Mit dem Papier fertigten die Studierenden anschliessend in Handarbeit einen unkonventionellen Baustoff: Klötze aus Altpapier, in der Form ähnlich wie Backsteine. Das Team zerstückelte dafür den gesammelten Papierabfall mit einem grossen Shredder. Die Papier- und Kartonschnipsel rührten sie anschliessend in einem grossen Kessel mit Wasser zu einem Papierbrei an. In einer selbst gebauten Presse aus Betonverschalungs-Brettern wurde die Pappe anschliessend portionsweise zu «Backsteinen» gepresst. 450 Stück insgesamt, die anschliessend während zwei bis drei Tagen getrocknet wurden. Mehr Zeit hatten die Studierenden nicht, da der Wettbewerb vorsah, dass sowohl Baustoffproduktion als auch Auf- und Abbau in derselben Woche stattfinden. Mit den noch feuchten Papierklötzen baute das Team am vorletzten Sonntag ihren «Tower of Babylon» auf, eine spiralförmige Mauer von drei Metern Höhe und 6.6 Metern Länge. Das Endprodukt ist weder ein Turm noch besticht es durch eine aussergewöhnliche Form oder gestalterische Ambitionen. «Für uns lag der Fokus nicht auf dem Entwurf des Baus, sondern darauf, aus Abfall mit Handarbeit ein Baumaterial zu schaffen», erklärt Hendrickx. Auch wenn die Mauer vielleicht bescheiden wirke, das Team habe berechnet, dass sich mit dem jährlichen Papierabfall der ETH Zürich eine Mauer von 80 Meter Höhe und 180 Meter Länge bauen liesse.
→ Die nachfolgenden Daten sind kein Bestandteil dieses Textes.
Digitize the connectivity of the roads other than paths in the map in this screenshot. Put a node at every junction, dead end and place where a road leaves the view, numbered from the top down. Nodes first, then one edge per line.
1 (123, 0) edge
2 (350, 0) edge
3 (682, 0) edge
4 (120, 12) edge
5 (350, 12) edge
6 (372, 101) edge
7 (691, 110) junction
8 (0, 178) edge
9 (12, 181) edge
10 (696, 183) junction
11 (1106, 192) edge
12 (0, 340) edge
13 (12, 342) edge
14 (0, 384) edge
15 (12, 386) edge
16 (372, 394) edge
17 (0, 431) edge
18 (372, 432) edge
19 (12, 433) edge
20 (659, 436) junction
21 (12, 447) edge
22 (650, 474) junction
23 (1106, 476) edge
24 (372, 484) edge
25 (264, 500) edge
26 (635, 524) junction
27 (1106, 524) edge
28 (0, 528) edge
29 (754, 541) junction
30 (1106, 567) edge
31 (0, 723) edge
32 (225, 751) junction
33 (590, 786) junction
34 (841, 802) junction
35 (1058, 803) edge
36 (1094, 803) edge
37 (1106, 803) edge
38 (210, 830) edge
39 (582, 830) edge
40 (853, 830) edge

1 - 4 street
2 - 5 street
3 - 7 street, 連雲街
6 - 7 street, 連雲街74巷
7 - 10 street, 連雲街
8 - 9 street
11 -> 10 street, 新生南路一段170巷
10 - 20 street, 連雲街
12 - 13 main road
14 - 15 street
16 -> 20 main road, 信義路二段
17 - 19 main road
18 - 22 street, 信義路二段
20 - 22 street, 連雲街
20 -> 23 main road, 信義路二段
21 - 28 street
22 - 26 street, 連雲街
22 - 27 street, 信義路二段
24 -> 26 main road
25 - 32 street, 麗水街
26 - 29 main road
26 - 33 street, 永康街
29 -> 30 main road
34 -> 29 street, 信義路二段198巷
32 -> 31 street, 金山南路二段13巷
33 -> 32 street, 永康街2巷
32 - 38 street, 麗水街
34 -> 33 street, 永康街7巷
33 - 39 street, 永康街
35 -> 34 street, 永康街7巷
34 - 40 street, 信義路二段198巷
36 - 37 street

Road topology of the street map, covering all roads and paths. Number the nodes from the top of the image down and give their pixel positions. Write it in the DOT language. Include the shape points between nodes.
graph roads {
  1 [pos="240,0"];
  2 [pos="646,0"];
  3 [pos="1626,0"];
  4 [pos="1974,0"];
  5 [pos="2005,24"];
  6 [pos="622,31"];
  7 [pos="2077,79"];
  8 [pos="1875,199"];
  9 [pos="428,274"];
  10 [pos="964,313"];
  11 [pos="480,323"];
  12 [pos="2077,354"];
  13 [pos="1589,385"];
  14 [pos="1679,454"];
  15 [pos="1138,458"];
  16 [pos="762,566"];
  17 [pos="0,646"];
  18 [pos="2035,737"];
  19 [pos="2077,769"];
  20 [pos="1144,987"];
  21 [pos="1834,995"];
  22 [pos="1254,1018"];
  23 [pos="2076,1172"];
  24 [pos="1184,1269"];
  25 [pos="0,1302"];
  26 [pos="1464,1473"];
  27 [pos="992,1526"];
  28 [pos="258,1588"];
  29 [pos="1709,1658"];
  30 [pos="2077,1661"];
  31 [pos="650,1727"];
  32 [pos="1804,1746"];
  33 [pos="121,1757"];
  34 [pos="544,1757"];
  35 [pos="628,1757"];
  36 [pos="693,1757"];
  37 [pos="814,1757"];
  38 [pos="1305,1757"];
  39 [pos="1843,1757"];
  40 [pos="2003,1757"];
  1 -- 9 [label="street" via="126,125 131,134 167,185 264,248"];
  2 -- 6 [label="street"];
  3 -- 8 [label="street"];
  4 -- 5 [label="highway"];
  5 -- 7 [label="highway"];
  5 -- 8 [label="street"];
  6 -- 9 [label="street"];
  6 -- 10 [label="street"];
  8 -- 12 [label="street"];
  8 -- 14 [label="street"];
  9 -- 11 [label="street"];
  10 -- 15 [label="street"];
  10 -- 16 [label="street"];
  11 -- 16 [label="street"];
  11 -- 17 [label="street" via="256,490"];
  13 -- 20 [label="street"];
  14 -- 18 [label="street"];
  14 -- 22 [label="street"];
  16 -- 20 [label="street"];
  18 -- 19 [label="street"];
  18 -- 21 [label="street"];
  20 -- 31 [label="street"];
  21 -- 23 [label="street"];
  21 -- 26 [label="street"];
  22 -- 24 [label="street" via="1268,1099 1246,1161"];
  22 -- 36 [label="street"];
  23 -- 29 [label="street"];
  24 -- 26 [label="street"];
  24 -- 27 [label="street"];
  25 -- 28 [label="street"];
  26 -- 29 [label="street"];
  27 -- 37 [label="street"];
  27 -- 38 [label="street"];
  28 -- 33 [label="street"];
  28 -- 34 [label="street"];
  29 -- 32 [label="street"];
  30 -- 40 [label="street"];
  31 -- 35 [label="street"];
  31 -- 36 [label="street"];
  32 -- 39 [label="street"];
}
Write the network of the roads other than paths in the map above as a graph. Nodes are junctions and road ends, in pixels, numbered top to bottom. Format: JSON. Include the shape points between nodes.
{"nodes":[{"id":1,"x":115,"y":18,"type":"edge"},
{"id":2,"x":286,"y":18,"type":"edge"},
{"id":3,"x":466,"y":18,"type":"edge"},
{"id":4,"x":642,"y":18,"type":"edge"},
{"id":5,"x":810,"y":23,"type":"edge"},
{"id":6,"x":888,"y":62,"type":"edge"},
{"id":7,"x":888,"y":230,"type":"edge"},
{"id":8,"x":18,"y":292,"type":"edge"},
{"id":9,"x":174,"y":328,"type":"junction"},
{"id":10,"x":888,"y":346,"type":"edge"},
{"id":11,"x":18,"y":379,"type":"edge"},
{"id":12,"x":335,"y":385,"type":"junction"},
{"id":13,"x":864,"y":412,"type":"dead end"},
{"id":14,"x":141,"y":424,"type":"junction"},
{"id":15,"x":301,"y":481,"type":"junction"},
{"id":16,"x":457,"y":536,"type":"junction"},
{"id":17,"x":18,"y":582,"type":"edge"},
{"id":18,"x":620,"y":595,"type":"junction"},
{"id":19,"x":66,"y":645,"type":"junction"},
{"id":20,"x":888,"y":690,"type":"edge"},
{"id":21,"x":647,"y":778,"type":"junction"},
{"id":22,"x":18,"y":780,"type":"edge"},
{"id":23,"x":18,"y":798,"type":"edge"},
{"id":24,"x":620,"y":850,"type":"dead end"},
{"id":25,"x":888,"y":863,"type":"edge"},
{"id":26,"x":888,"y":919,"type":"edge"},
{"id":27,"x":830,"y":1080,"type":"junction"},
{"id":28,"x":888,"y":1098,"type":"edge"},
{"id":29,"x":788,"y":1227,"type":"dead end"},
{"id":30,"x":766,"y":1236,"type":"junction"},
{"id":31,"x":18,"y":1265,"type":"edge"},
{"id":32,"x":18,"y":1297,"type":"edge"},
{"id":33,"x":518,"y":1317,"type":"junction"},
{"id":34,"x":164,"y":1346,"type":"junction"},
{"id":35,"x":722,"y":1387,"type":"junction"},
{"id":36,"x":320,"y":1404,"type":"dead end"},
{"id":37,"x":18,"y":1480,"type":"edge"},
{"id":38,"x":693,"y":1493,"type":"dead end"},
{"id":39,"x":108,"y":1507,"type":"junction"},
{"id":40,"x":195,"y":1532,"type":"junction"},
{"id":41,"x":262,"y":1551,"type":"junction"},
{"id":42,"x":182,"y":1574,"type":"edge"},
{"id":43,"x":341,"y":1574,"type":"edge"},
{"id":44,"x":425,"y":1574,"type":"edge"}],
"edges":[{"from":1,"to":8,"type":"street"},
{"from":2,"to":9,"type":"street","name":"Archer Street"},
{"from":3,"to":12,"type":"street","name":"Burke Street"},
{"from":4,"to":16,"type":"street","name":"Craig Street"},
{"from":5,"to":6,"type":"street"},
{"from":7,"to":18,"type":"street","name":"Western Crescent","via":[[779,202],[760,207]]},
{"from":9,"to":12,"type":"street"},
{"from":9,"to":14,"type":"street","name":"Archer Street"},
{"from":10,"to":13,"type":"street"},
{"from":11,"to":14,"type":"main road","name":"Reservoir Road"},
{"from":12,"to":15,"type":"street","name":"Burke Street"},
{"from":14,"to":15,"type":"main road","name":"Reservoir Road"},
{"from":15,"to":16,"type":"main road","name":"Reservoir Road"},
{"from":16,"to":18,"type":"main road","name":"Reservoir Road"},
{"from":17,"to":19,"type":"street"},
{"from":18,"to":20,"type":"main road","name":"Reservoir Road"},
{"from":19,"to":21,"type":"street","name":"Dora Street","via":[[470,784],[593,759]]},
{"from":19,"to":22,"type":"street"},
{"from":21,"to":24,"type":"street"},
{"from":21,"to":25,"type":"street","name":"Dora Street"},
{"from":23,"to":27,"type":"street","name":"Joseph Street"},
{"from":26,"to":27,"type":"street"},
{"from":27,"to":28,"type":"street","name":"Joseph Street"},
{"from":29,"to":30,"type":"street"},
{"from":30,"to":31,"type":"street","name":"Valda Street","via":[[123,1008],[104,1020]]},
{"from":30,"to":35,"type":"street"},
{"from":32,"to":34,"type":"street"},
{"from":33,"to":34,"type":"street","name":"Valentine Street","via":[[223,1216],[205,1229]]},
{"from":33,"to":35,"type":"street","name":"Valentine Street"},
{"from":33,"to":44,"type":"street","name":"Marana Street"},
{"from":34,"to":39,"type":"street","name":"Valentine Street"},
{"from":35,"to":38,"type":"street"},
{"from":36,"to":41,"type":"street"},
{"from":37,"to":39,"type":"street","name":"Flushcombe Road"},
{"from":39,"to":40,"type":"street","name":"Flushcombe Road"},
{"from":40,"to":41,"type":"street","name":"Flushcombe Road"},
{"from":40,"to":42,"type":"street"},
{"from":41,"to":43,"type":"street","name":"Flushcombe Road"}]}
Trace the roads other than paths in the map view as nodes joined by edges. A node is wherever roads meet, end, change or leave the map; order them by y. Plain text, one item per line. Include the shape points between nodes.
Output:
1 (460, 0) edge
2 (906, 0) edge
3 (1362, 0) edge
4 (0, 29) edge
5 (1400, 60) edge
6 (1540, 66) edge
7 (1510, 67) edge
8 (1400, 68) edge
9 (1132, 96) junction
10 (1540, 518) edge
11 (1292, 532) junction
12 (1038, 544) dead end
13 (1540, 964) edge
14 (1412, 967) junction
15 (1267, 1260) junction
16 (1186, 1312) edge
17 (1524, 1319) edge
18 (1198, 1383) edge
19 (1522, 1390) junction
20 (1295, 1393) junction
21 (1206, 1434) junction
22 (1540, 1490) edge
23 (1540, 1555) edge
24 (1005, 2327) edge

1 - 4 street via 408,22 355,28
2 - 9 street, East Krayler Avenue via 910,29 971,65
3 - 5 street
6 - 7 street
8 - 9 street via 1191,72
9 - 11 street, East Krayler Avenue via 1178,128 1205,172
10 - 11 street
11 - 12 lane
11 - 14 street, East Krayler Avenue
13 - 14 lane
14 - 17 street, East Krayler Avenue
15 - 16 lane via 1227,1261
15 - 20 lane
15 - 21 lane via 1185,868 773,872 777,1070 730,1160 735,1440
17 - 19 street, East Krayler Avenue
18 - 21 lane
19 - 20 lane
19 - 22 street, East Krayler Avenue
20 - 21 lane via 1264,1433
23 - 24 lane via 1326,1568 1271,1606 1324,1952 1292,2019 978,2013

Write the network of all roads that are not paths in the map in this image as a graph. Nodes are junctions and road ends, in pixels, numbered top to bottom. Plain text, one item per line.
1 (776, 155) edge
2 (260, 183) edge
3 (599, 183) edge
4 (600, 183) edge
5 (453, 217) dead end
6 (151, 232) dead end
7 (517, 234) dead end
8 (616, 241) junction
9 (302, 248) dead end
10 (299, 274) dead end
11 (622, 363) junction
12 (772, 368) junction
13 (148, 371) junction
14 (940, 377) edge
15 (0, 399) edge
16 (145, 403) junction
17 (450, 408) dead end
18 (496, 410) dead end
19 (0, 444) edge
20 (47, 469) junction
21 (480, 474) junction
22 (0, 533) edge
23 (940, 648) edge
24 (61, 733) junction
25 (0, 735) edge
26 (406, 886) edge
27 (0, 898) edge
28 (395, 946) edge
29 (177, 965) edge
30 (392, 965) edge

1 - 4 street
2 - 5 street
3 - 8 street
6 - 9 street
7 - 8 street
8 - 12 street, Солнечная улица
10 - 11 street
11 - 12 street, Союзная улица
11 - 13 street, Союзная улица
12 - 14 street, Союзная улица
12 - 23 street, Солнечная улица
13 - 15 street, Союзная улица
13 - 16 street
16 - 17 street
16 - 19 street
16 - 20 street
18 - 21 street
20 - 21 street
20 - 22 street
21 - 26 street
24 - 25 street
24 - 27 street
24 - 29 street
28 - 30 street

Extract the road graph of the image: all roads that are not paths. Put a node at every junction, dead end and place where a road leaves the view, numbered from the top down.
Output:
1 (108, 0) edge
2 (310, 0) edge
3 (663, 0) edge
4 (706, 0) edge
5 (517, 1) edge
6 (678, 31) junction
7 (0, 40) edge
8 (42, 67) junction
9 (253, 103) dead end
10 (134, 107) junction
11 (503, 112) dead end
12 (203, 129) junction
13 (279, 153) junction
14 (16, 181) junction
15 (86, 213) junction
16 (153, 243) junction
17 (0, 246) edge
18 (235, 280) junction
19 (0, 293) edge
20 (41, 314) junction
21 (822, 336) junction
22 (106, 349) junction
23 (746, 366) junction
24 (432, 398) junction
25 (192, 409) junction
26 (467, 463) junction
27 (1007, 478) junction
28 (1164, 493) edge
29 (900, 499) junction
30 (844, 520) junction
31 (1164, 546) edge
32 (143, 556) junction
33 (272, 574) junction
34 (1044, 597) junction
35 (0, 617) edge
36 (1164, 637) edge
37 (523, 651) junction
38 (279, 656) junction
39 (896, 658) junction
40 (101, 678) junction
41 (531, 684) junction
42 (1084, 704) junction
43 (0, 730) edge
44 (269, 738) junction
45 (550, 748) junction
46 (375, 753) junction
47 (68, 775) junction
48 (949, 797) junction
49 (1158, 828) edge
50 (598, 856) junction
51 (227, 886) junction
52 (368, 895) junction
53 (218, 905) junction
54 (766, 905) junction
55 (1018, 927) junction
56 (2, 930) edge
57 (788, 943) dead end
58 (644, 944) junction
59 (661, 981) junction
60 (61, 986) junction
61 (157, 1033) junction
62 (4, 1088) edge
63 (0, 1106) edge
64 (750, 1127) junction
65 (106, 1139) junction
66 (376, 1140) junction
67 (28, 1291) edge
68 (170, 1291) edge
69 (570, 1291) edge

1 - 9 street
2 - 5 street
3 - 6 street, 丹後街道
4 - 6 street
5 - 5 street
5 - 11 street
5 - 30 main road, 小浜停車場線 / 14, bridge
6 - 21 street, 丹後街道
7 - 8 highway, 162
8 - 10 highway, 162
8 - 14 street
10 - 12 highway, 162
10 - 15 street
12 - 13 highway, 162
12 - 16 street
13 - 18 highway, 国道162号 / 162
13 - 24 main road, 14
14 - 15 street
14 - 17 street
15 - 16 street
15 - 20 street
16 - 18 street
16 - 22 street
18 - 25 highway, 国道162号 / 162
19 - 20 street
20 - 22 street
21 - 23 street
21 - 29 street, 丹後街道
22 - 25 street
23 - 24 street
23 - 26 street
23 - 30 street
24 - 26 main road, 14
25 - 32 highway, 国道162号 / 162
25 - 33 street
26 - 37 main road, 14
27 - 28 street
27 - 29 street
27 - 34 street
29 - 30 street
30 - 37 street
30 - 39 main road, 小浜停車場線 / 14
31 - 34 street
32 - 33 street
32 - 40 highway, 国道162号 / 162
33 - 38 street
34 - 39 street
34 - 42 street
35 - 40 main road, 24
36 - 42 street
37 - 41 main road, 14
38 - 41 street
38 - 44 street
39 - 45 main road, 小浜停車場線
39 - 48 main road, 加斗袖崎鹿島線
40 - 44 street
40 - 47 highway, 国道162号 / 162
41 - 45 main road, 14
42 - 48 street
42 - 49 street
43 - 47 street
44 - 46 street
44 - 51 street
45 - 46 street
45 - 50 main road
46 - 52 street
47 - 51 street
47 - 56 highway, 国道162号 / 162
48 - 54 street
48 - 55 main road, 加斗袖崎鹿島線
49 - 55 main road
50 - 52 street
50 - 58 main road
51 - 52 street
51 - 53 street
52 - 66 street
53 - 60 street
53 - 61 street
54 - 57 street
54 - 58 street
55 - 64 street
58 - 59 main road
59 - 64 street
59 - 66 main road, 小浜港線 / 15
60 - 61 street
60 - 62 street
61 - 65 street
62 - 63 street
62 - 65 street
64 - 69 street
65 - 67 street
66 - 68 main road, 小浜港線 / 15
Mit demjenigen der Stadt Zürich sogar eine von 500 auf 1140 Meter.

Werterhaltung über Mauer hinaus

Die Papiermauer ist bereits Geschichte. Sie stand nämlich lediglich einen Tag lang. Schliesslich musste nach Wettbewerbs-Vorgaben auch der Abbau noch innerhalb der Aktionswoche stattfinden. Für Hendrickx und seine Kollegen sollen die Papiersteine ihren Wert trotzdem noch eine Weile behalten. Sie wollen diese für den Bau von Möbeln weiterverwenden. Und falls das nicht funktionieren sollte, werden sie als Brikkets zum Heizen genutzt. Im Fokus der vergangenen Tage stand die Dokumentation des Projekts mit einem Film, Fotografien und einer ausführlichen Beschreibung von Idee und Umsetzung. Anhand dieser wird eine international zusammengesetzte Jury aus Künstlern, Architekten und Naturwissenschaftlern bis zum 5. Juli das überzeugendste Bauwerk bezüglich unter anderem der Kreativität, der Qualität, des Bezugs zum Thema «limits – large problems of our society» sowie der Präsentation küren. Erste Bilder der anderen vier Studententeams zeigten zum Teil Entwürfe, die auf den ersten Blick spektakulärer anmuten, als die eigene Papiermauer, sagt Hendrickx. Trotzdem ist er guter Dinge, dass die Philosophie hinter dem eigenen Projekt die Jury begeistern wird.

Das Team hat den gesamten Produktions- und Aufbauprozess für «Tower of Babylon» in einem Video dokumentiert.

Organisation «Tower of Babylon»
Der Wettbewerb wurde von den International Institutional Affairs (IIA) der ETH Zürich basierend auf einer Idee von Stefanie Overbeck initiiert und koordiniert. Er findet innerhalb der «Global Alliance of Technological Universities»statt, einem Verbund von sieben international führenden technischen Hochschulen, zu dem auch die ETH Zürich gehört.